Adams hired Bahr as her financial adviser after asking for a recommendation from her tax adviser, a method Adams recommends to others. (Of course, it’s also important to check out a potential adviser’s background at finra.org, and talk with at least two or three candidates before making a selection).
“I had a potential client come in today who is 70. She got divorced at 50 and was telling me she’d been offered part of a retirement plan as part of the divorce but she had turned it down,” Bahr said. “Now she realizes what she gave up. Often women, when they’re divorcing, don’t realize the value of these retirement plans. They’re giving up substantial assets and they don’t recognize it until it’s too late.”
Complicating her situation, Smith said, was the fact she had never paid much attention to investments before her divorce and had to learn on the fly once she was on her own.

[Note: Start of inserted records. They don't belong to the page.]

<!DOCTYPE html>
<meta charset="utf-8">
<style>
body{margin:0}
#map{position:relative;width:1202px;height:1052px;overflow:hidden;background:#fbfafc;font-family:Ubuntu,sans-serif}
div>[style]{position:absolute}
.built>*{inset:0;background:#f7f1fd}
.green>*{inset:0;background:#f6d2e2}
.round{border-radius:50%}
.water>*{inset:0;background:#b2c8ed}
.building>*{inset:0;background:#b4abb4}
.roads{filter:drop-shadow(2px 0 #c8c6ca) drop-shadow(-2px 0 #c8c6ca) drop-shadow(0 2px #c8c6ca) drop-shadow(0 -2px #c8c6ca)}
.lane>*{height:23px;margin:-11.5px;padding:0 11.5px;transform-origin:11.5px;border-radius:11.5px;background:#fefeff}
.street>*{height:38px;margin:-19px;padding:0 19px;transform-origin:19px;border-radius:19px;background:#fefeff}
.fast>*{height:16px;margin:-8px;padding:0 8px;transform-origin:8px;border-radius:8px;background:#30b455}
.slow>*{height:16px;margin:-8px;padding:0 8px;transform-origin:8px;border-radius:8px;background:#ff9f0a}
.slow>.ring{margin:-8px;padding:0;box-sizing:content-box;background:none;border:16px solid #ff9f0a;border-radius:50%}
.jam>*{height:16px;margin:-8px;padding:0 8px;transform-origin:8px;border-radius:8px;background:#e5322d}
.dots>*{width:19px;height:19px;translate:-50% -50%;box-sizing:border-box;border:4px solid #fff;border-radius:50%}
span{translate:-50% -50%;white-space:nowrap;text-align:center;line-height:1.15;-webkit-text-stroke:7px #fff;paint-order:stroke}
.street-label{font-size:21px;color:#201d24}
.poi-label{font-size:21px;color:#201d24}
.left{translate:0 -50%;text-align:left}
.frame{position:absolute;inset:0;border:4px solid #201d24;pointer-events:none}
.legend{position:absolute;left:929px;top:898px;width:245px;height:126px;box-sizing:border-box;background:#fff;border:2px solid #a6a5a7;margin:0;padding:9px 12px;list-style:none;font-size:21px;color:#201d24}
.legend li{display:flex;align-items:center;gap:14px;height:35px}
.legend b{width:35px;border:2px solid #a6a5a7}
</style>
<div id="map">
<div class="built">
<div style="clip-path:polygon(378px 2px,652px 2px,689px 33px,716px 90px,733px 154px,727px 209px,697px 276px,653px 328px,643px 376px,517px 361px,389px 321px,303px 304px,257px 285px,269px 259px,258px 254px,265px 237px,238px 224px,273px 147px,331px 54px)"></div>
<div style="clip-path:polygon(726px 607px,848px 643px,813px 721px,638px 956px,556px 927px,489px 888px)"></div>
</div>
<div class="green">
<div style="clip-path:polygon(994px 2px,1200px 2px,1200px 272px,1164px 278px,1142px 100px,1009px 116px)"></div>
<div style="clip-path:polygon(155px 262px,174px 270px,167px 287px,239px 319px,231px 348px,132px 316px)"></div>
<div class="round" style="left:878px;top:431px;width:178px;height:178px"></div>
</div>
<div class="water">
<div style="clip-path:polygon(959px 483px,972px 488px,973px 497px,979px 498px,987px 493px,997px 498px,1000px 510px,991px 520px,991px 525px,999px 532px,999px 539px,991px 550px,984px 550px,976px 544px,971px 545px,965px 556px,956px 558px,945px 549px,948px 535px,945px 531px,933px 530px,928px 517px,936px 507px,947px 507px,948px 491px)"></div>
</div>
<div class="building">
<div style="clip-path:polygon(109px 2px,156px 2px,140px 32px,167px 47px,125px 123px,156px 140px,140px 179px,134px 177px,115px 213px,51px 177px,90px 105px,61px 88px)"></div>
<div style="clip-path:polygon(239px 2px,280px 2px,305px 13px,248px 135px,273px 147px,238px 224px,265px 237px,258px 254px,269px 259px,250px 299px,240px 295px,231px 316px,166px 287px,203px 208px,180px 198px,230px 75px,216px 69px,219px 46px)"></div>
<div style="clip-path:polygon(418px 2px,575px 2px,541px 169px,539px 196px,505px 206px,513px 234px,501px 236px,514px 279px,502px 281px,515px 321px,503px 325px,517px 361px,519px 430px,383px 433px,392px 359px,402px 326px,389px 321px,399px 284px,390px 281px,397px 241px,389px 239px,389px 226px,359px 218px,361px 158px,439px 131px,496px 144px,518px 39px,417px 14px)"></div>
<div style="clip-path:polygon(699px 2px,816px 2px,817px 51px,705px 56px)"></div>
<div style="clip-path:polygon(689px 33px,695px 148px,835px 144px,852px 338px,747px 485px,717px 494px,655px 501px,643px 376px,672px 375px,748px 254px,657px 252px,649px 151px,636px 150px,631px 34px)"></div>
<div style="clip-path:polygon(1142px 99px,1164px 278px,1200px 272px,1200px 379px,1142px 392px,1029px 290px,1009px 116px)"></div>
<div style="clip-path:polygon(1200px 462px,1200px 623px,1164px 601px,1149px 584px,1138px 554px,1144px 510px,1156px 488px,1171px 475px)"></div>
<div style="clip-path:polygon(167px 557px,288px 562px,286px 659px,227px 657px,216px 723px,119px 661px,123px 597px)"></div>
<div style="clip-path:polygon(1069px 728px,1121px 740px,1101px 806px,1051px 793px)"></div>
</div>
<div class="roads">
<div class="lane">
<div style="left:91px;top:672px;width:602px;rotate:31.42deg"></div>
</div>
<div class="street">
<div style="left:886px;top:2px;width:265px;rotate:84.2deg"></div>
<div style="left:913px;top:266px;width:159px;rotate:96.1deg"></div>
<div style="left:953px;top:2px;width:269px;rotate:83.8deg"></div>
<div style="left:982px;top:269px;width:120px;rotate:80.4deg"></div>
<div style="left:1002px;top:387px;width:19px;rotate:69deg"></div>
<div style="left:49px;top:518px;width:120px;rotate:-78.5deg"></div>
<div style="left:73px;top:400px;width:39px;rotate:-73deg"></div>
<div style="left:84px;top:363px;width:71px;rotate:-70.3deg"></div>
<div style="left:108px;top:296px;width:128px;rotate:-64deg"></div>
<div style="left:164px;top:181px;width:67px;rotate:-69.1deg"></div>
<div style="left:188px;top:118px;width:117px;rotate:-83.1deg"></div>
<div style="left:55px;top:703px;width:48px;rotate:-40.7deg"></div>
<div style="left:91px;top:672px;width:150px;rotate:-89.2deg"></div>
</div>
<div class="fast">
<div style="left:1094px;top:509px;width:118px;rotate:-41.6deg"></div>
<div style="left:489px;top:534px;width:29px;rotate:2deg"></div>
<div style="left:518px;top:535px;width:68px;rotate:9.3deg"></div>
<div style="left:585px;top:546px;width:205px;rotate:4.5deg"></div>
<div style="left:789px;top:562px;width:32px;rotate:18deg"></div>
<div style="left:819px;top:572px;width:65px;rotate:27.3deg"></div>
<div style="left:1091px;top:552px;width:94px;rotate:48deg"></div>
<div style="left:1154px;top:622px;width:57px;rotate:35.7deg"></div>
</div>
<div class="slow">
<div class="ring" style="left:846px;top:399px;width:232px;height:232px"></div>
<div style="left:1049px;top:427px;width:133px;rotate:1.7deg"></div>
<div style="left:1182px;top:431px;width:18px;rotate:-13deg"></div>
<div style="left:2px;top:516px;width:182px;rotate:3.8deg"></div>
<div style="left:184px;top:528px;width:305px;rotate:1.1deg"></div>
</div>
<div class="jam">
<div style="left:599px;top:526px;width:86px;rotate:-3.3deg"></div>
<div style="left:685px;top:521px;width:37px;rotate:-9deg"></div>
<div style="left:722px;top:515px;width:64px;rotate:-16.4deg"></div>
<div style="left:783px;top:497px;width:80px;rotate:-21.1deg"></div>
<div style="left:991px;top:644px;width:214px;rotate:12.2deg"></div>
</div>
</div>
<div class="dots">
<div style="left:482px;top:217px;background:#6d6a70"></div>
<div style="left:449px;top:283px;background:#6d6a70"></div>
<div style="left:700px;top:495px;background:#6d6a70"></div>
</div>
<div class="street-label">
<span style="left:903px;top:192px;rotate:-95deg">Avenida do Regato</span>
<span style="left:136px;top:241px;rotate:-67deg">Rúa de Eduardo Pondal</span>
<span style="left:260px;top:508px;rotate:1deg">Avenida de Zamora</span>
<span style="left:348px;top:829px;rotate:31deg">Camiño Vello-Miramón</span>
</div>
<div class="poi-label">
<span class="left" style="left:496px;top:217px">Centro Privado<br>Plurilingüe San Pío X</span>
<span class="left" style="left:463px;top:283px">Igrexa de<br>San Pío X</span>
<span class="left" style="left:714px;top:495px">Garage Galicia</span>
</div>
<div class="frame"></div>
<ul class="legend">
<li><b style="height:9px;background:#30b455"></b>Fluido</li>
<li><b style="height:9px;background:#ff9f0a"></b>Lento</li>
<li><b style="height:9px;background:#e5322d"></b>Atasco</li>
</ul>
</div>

“Nicole (Middendorf, her adviser) told me she often recommends couples have a weekly date night where they talk about money, and I wished I had done that because if I had, I don’t think I would have been so afraid” of financial decisions, she said.
Middendorf is chief executive of Prosperwell Financial in Plymouth, Minn.
“So many women come into my office with an innate fear about money and becoming a bag lady,” she said. “I just try to get them to realize this is not an insurmountable problem.”
You might find out concerning the many housing grants and programs around for single moms by contacting HUD,
or even the Housing Authority. You are in a position to
set off your small business also by way of a variety of government grants for women.
They receive grants in the federal government and donations from private
foundations. * Also, the HUD for your neighborhood must have
met it’s legal targets, the primary one being that 75% from it’s money is
to head to families with incomes of 30% with the area’s median income. Moreover, you’ll find many school federal government grants intended for single moms that are depending on his or her selected field regarding their fascination.